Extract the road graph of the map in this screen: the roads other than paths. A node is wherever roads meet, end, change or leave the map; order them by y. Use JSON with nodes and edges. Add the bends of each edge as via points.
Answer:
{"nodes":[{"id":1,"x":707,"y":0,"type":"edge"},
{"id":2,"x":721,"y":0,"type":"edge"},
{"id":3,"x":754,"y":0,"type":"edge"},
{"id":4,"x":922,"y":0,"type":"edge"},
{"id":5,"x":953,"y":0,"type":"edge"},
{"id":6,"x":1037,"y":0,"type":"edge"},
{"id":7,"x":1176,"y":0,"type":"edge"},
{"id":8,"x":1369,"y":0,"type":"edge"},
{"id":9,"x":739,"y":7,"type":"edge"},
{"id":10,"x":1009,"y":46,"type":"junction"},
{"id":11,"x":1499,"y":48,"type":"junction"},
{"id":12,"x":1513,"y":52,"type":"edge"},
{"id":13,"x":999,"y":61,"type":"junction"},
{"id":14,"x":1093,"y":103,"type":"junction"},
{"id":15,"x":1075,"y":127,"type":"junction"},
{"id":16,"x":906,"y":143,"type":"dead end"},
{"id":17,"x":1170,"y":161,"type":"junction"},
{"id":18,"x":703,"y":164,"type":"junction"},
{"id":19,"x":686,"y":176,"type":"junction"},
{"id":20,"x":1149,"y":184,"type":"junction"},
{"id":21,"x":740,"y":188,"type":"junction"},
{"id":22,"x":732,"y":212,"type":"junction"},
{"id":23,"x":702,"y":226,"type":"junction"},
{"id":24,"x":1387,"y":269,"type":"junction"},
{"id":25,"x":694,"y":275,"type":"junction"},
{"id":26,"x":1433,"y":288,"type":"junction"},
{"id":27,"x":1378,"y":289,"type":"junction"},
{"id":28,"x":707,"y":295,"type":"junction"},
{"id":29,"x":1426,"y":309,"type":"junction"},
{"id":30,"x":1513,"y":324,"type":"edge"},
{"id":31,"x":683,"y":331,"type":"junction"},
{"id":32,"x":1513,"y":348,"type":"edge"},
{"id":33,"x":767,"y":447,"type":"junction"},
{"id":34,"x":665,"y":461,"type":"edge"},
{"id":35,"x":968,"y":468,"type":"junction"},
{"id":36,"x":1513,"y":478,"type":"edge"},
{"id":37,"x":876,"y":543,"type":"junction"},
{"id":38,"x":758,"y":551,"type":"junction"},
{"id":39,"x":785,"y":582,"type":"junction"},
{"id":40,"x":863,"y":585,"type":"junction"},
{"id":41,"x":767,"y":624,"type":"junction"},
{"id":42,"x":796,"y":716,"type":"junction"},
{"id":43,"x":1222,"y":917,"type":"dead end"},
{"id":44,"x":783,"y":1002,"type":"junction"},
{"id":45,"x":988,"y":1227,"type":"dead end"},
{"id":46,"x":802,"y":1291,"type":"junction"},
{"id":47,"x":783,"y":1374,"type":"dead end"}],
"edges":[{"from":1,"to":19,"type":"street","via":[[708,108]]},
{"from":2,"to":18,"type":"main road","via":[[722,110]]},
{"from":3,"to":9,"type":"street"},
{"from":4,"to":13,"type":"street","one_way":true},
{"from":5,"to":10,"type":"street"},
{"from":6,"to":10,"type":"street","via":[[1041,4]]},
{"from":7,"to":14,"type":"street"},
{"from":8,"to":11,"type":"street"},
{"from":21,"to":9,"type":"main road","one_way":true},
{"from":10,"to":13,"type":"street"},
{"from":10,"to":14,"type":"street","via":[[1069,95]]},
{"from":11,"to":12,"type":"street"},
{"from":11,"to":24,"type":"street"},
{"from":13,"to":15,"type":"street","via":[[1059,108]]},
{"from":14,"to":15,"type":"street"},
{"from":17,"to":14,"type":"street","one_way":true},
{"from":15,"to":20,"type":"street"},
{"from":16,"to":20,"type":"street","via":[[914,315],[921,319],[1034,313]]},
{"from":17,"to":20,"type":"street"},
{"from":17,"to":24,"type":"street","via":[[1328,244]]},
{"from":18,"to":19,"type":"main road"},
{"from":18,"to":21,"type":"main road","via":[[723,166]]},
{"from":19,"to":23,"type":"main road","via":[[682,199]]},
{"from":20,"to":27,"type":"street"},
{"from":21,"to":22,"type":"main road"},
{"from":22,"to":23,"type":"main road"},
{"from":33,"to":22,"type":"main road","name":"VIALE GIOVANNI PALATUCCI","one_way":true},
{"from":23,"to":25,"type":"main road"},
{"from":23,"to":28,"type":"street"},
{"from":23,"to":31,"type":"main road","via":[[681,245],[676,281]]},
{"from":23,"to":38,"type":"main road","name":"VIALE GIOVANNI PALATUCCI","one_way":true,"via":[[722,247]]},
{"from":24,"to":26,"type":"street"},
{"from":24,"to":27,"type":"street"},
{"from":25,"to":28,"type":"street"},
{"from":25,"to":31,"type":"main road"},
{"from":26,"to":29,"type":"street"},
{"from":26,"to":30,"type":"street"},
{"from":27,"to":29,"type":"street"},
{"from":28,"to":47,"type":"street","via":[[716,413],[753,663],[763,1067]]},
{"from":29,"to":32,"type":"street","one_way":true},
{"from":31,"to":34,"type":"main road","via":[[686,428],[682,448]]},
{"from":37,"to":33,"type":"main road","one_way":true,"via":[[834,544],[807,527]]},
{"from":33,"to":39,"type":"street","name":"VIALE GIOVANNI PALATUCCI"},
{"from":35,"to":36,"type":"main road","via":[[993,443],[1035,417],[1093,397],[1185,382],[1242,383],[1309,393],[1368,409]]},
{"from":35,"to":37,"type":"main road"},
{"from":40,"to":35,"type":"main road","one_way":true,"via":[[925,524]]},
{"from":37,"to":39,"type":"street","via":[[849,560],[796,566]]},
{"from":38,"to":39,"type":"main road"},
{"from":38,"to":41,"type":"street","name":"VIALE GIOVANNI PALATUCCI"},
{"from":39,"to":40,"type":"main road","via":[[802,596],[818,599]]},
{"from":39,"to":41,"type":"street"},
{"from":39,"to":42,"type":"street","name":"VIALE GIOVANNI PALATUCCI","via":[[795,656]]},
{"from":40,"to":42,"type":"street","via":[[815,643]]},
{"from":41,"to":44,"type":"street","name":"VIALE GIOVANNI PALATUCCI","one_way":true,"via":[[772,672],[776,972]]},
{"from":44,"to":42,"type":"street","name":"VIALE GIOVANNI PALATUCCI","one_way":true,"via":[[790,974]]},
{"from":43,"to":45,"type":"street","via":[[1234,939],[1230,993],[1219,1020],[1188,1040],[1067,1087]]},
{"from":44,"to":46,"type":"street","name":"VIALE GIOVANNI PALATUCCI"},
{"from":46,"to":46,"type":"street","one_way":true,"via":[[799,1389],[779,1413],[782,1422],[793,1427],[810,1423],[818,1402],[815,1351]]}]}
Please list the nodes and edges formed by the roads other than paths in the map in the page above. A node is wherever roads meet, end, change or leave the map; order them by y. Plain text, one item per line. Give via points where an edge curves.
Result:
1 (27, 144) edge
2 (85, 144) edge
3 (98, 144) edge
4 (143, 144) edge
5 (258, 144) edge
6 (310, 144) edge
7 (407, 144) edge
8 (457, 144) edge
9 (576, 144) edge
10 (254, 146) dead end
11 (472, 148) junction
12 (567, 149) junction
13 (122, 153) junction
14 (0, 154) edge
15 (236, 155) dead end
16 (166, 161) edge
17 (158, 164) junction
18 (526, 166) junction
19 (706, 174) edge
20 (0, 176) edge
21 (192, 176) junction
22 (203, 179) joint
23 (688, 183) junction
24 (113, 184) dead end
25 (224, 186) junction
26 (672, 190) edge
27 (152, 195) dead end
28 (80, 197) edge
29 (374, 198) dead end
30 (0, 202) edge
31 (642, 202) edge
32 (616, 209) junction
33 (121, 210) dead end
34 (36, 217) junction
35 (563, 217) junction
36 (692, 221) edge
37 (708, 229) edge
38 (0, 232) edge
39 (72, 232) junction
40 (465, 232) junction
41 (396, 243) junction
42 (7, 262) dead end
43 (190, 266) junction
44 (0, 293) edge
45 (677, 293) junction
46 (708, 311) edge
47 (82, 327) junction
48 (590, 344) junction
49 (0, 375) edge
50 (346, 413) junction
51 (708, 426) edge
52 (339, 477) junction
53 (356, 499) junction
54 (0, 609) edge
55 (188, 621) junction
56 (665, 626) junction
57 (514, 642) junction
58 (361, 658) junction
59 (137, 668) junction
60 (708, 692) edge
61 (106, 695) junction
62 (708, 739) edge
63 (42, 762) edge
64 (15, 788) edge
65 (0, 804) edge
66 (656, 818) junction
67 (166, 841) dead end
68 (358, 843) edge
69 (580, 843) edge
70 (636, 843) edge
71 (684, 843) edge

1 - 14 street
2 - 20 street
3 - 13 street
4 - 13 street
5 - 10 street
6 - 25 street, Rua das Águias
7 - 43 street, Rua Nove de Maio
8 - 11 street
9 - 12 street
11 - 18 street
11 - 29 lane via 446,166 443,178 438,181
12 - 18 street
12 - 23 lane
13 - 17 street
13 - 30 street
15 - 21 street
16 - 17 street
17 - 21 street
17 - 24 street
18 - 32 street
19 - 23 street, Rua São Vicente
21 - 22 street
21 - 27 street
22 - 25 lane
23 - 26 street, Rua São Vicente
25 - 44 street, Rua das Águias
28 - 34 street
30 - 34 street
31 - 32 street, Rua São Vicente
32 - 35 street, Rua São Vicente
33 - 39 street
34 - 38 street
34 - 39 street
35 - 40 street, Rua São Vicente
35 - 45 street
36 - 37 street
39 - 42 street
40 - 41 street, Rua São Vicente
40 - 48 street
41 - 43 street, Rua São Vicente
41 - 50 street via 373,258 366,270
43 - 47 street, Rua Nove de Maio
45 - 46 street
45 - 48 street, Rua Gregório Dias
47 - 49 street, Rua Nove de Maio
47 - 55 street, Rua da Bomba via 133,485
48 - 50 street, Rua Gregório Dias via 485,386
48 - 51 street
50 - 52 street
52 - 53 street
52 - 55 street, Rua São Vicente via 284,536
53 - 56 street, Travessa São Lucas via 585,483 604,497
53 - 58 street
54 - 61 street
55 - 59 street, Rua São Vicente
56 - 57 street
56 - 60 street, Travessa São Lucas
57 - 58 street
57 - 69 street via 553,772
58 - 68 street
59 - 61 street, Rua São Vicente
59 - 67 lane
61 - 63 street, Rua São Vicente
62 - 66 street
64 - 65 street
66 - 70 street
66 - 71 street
○ ○ ○ ○
### Your task
Which lines of the data include the word "Gregório"? Copy each one.

### Exercise result
45 - 48 street, Rua Gregório Dias
48 - 50 street, Rua Gregório Dias via 485,386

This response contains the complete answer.